Wooribyul Seminar Room (B/D E3-2 , #2201 )

Overview:

A hybrid method called JointNMF is presented for latent information discovery from data sets that contain both text content and connection structure information. The method jointly optimizes an integrated objective function, which is a combination the Nonnegative Matrix Factorization (NMF) objective function for handling text content and the Symmetric NMF (SymNMF) objective function for handling relation/connection information. An effective algorithm for the joint NMF objective function is proposed utilizing the block coordinate descent (BCD) framework. The proposed hybrid method simultaneously discovers content associations and related latent connections without any need for post-processing or additional clustering. It is shown that JointNMF can also be applied when the text content is associated with hypergraph edges. An additional capability is prediction of unknown connection information which is illustrated using some real world problems such as citation recommendations of papers and leader detection in organizations.

Profile:

Dr. Haesun Park is a professor in the School of Computational Science and Engineering, Georgia Institute of Technology, Atlanta, Georgia, U.S.A. She was elected as a SIAM Fellow in 2013 and IEEE Fellow in 2017 for her outstanding contributions in numerical computing, data analysis, and visual analytics.  She served as the director of the NSF/DHS FODAVA-Lead (Foundations of Data and Visual Analytics) Center 2008-2014 and the Executive Director of Center for Data Analytics 2013-2015 at Georgia Tech. She has published over 200 research papers in the areas of numerical computing, large-scale data analysis, visual analytics, text mining, and parallel computing. She has served on a large number of program committees of international conferences, workshops, advisory boards, e.g. as the conference co-chair for SIAM International Conference on Data Mining in 2008 and 2009 and an editorial board member of the leading journals such as SIAM Journal on Matrix Analysis and Applications, SIAM Journal on Scientific Computing, and IEEE Transactions on Pattern Analysis and Machine Intelligence.
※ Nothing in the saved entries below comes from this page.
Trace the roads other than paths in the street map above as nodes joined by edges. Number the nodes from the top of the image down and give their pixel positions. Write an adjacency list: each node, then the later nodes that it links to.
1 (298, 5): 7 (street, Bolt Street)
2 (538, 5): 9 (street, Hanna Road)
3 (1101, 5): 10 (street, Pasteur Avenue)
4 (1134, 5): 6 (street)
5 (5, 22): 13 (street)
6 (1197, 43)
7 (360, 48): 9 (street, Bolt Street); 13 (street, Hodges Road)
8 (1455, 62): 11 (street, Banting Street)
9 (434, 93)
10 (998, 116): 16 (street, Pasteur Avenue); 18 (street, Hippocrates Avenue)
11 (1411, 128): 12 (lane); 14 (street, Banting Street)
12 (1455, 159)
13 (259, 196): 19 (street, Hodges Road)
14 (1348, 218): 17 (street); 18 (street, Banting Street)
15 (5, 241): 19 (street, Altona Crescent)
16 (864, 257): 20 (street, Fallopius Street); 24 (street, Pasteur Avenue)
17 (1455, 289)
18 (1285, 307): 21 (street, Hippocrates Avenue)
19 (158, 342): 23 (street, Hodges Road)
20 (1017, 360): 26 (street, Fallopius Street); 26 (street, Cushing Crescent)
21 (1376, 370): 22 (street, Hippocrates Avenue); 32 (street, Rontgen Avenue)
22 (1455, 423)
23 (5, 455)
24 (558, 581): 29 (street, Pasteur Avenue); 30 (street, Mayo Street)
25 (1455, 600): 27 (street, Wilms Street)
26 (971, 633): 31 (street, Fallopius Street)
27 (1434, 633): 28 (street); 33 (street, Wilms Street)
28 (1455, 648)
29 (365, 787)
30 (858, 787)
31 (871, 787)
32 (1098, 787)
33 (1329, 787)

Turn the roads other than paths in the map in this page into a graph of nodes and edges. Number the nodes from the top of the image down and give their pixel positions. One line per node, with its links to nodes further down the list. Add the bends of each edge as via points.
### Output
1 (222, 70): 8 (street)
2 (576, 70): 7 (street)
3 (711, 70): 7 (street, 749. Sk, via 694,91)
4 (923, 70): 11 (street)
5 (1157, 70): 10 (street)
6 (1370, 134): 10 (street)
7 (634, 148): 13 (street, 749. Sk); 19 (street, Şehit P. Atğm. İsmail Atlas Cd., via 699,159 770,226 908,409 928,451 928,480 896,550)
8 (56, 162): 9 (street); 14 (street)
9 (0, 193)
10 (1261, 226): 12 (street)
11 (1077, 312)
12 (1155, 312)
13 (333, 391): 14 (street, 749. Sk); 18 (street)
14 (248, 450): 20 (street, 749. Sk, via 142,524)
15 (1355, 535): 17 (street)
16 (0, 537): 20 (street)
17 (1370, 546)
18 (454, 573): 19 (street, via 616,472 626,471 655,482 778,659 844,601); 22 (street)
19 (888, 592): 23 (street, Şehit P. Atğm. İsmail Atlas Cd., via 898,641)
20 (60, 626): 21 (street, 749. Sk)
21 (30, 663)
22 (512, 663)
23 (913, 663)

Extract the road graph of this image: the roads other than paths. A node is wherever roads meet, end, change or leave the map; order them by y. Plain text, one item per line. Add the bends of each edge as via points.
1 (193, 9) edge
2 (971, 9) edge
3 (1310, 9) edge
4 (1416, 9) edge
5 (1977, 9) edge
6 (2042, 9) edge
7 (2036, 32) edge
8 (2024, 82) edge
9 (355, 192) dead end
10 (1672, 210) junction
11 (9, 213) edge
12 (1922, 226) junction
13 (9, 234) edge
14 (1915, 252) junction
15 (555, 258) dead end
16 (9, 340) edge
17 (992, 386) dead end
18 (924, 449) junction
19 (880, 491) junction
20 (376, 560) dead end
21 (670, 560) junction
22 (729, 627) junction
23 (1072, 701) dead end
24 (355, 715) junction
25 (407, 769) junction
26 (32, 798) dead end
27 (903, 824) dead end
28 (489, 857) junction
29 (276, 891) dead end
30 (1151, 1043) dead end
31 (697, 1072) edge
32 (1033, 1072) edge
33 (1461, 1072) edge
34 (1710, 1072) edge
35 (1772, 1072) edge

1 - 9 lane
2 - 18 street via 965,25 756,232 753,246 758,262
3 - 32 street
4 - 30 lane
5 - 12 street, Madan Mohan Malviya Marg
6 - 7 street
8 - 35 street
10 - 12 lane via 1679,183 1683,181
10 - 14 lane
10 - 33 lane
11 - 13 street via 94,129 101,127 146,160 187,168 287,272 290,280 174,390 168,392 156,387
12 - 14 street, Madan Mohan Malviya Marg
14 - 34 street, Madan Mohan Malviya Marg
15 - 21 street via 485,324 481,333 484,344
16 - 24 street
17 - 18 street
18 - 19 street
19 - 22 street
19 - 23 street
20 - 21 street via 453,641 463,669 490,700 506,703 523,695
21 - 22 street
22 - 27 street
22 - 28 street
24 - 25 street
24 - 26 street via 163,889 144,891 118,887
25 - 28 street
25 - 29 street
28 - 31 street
She gave numerous plenary keynote lectures at international meetings including those at the SIAM Conference on Applied Linear Algebra in 1997 and 2015, and SIAM International Conference on Data Mining in 2011. Before joining Georgia Tech, she was a professor in Department of Computer Science and Engineering, University of Minnesota, Twin Cities 1987- 2005 and a program director in the Computing and Communication Foundations Division at the National Science Foundation, Arlington, VA, U.S.A., 2003 – 2005. She received a Ph.D. and an M.S. in Computer Science from Cornell University, Ithaca, NY in 1987 and 1985, respectively, and a B.S. in Mathematics from Seoul National University, Seoul, Korea in 1981 with the Presidential Medal for the top graduate.